▶ **WORK REQUEST**:
One number alone answers this: the count of lines below in which the word "graph" is found.

▶ **DATA SECTION**:
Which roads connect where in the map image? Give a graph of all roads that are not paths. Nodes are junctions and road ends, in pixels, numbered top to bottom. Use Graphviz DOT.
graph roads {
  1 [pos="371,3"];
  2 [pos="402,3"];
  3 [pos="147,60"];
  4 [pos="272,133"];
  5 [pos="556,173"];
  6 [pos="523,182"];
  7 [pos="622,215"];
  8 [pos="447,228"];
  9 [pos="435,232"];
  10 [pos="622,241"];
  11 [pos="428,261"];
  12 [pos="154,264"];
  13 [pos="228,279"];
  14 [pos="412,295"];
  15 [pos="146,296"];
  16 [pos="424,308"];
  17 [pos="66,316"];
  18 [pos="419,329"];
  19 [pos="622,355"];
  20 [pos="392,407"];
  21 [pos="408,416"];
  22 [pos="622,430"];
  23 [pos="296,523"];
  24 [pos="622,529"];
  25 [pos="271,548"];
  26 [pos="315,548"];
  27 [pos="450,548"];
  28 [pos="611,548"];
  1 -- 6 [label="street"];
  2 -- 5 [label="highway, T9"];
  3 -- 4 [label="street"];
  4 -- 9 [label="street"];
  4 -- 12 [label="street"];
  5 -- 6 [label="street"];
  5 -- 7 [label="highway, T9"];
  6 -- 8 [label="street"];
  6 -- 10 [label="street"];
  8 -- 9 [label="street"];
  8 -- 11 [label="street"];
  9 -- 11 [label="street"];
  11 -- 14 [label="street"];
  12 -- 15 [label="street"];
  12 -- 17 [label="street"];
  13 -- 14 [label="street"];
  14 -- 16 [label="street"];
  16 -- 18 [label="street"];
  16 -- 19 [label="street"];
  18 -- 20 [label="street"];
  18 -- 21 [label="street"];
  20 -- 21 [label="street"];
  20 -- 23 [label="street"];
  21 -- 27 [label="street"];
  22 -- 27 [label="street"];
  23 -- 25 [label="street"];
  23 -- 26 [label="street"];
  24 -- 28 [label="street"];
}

▶ **EXERCISE RESPONSE**:
2